The application is based on the main grounds that unless the order sought is granted, they will be evicted from the demised premises and yet their intended appeal has high chances of success, which success will be rendered nugatory if the relief sought is not granted. The application is supported by two affidavits sworn by Ann Kajuju and Susan Mukami who do not describe their status in the applicant companies. The affidavits elaborate the grounds of the application. There is a draft memorandum of appeal annexed to the affidavits. The application is opposed on the basis of a replying affidavit sworn by the respondent. Annexed to the affidavit are numerous exhibits supporting the averments in the affidavit. Learned Counsel, Mr. Mbabu, argued the application on behalf of the applicants and learned counsel, Mr. Koech, responded on behalf of the respondent. Both counsel addressed us at length on the merits and demerits of the application.

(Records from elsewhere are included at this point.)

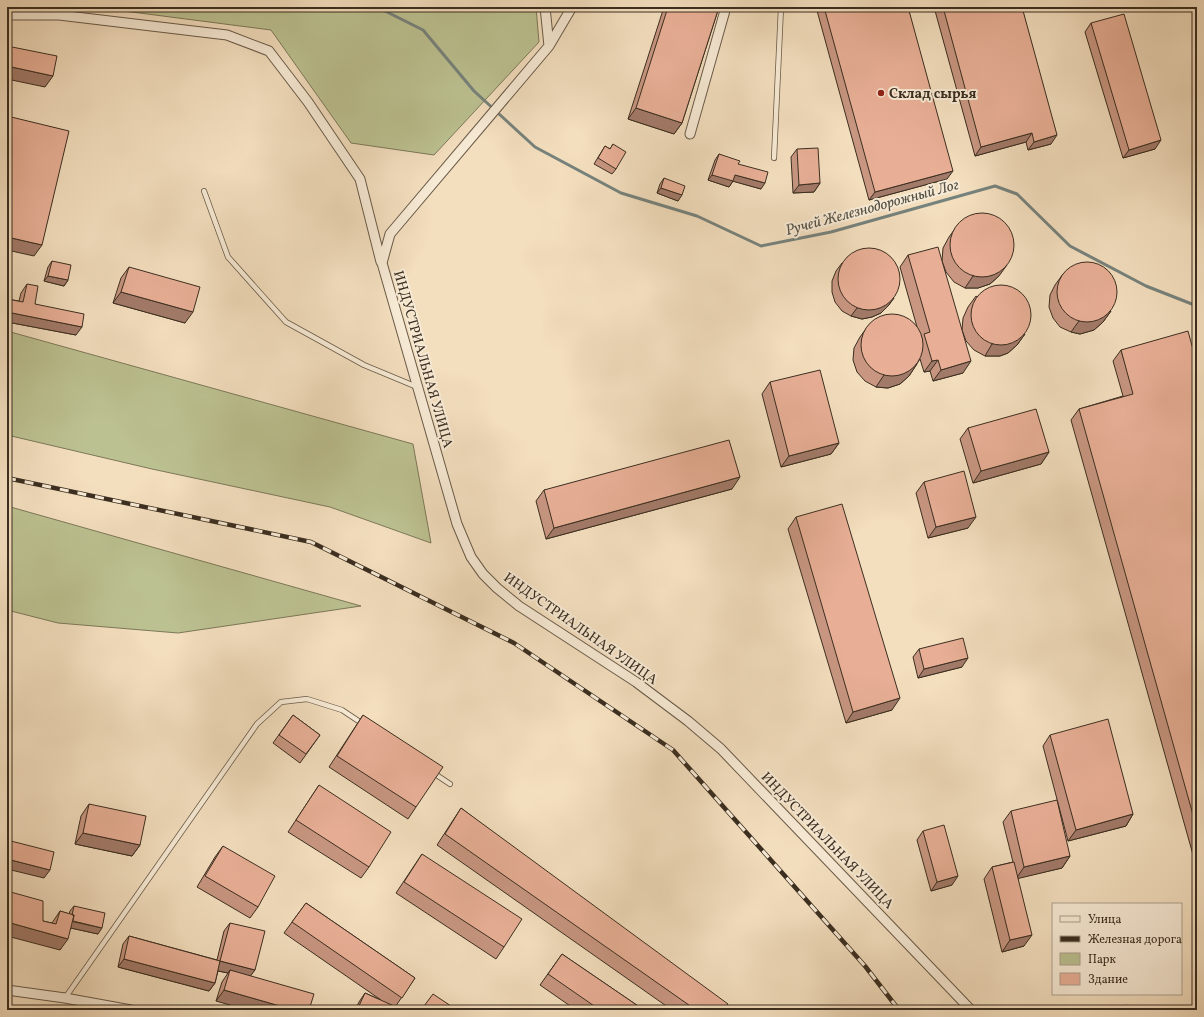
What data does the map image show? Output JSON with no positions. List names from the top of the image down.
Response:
{
  "streets": {
    "street": ["ИНДУСТРИАЛЬНАЯ УЛИЦА"]
  },
  "water": ["Ручей Железнодорожный Лог"],
  "places": ["Склад сырья"],
  "legend": [
    "Улица",
    "Железная дорога",
    "Парк",
    "Здание"
  ]
}
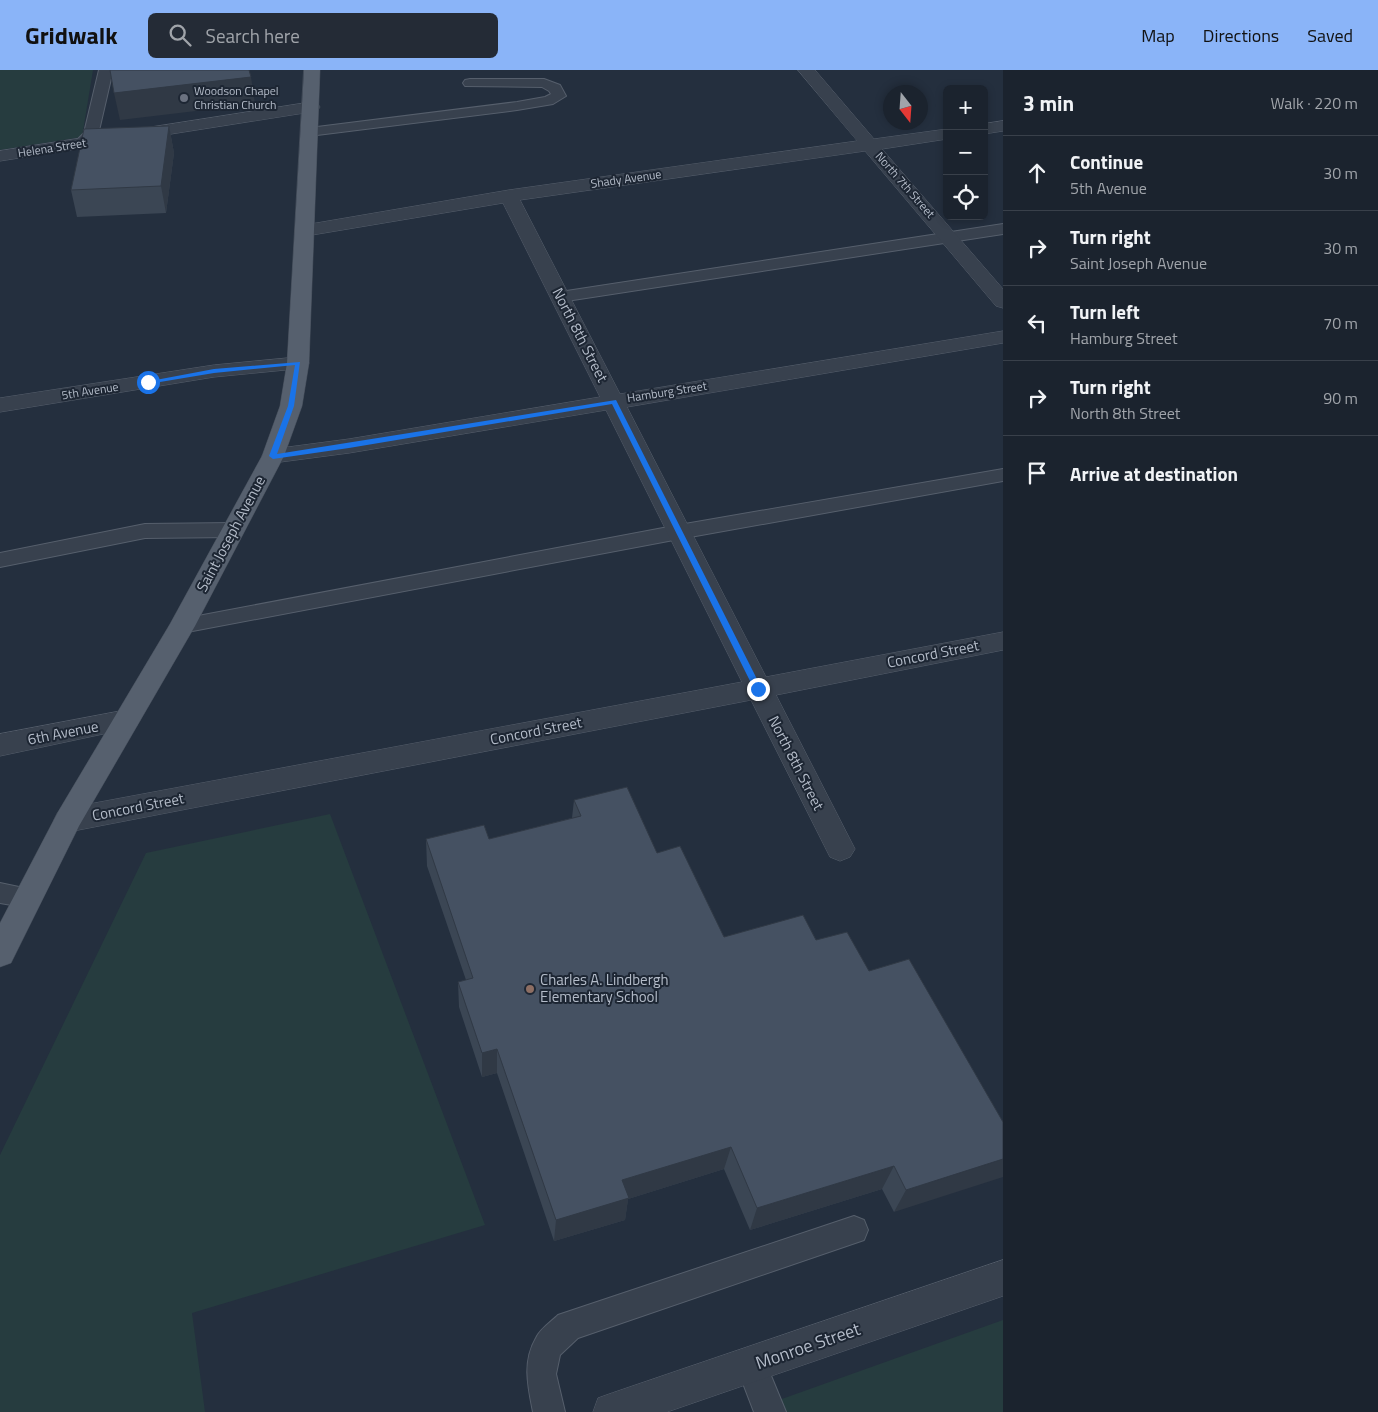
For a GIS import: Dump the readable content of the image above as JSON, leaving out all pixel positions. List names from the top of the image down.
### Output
{
  "streets": {
    "main road": ["Saint Joseph Avenue"],
    "street": [
      "Helena Street",
      "Shady Avenue",
      "North 7th Street",
      "North 8th Street",
      "5th Avenue",
      "Hamburg Street",
      "Concord Street",
      "6th Avenue",
      "Monroe Street"
    ]
  },
  "crossings": [
    ["Helena Street", "Saint Joseph Avenue"],
    ["Shady Avenue", "North 7th Street"],
    ["Shady Avenue", "North 8th Street"],
    ["Shady Avenue", "Saint Joseph Avenue"],
    ["North 8th Street", "Hamburg Street"],
    ["North 8th Street", "Concord Street"],
    ["5th Avenue", "Saint Joseph Avenue"],
    ["Hamburg Street", "Saint Joseph Avenue"],
    ["Saint Joseph Avenue", "Concord Street"],
    ["Saint Joseph Avenue", "6th Avenue"]
  ],
  "places": ["Woodson Chapel Christian Church", "Charles A. Lindbergh Elementary School"],
  "north": "bottom",
  "page": {
    "header": "Gridwalk",
    "search": "Search here",
    "nav": ["Map", "Directions", "Saved"],
    "heading": ["3 min", "Walk · 220 m"],
    "map_buttons": ["+", "−"],
    "list": [
      ["Continue", "5th Avenue", "30 m"],
      ["Turn right", "Saint Joseph Avenue", "30 m"],
      ["Turn left", "Hamburg Street", "70 m"],
      ["Turn right", "North 8th Street", "90 m"],
      "Arrive at destination"
    ]
  }
}
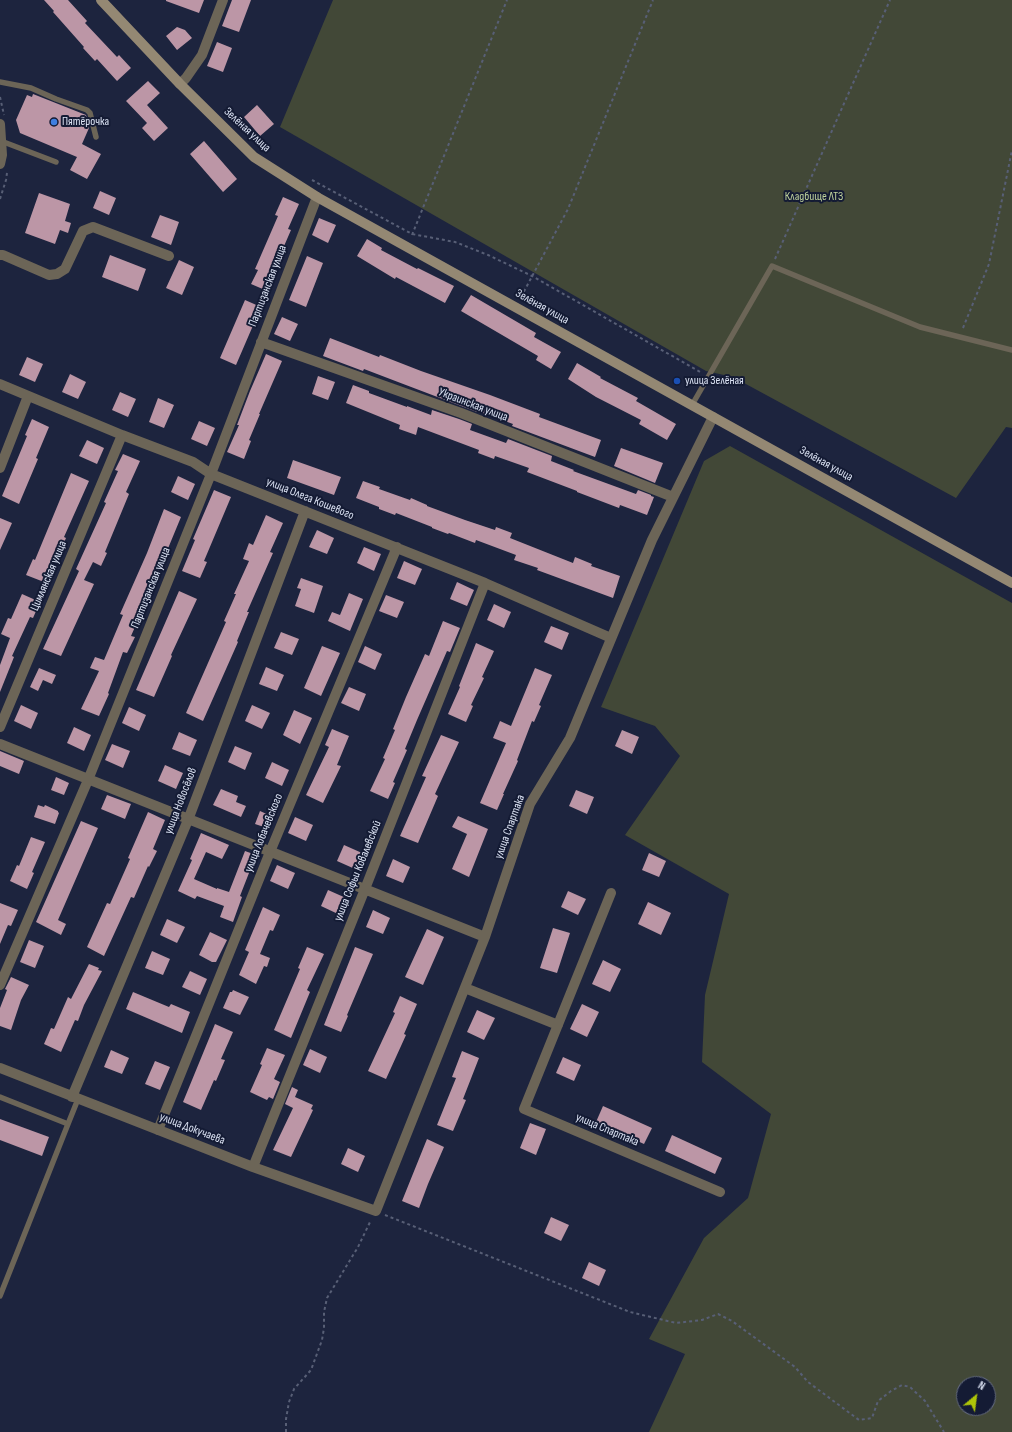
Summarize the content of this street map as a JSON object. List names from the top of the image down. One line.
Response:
{"streets":{"street":["Зелёная улица","Партизанская улица","Украинская улица","улица Олега Кошевого","Цимлянская улица","улица Новосёлов","улица Спартака","улица Лобачевского","улица Софьи Ковалевской","улица Докучаева"]},"crossings":[["Зелёная улица","Партизанская улица"],["Зелёная улица","улица Спартака"],["Партизанская улица","Украинская улица"],["Партизанская улица","улица Олега Кошевого"],["Украинская улица","улица Спартака"],["улица Олега Кошевого","Цимлянская улица"],["улица Олега Кошевого","улица Новосёлов"],["улица Олега Кошевого","улица Спартака"],["улица Олега Кошевого","улица Лобачевского"],["улица Олега Кошевого","улица Софьи Ковалевской"],["улица Новосёлов","улица Докучаева"],["улица Спартака","улица Докучаева"],["улица Лобачевского","улица Докучаева"],["улица Софьи Ковалевской","улица Докучаева"]],"parks":["Кладбище ЛТЗ"],"places":["Пятёрочка","улица Зелёная"],"north":"top right"}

The principles upon which this Court exercises its original and unfettered discretion in applications for an injunction or for stay of execution or for stay of proceedings pending an intended appeal or an appeal, if already filed, are well settled. The applicant is required to satisfy the court both that the appeal or intended appeal is arguable and further that unless the order sought is granted, the success of the intended appeal or appeal would be rendered nugatory by the refusal to grant the order. See Reliance Bank Ltd (in liquidation) v. Norlake Investments Ltd [2002] 1 EA 227, Githunguri v. Jimba Credit Corporation Ltd (No.2) [1988] KLR 838 and J.K. Industries Ltd. v. Kenya Commercial Bank Ltd. [1982-88]1 KAR 1088.

The principles will however be applied to particular facts and circumstances of each case.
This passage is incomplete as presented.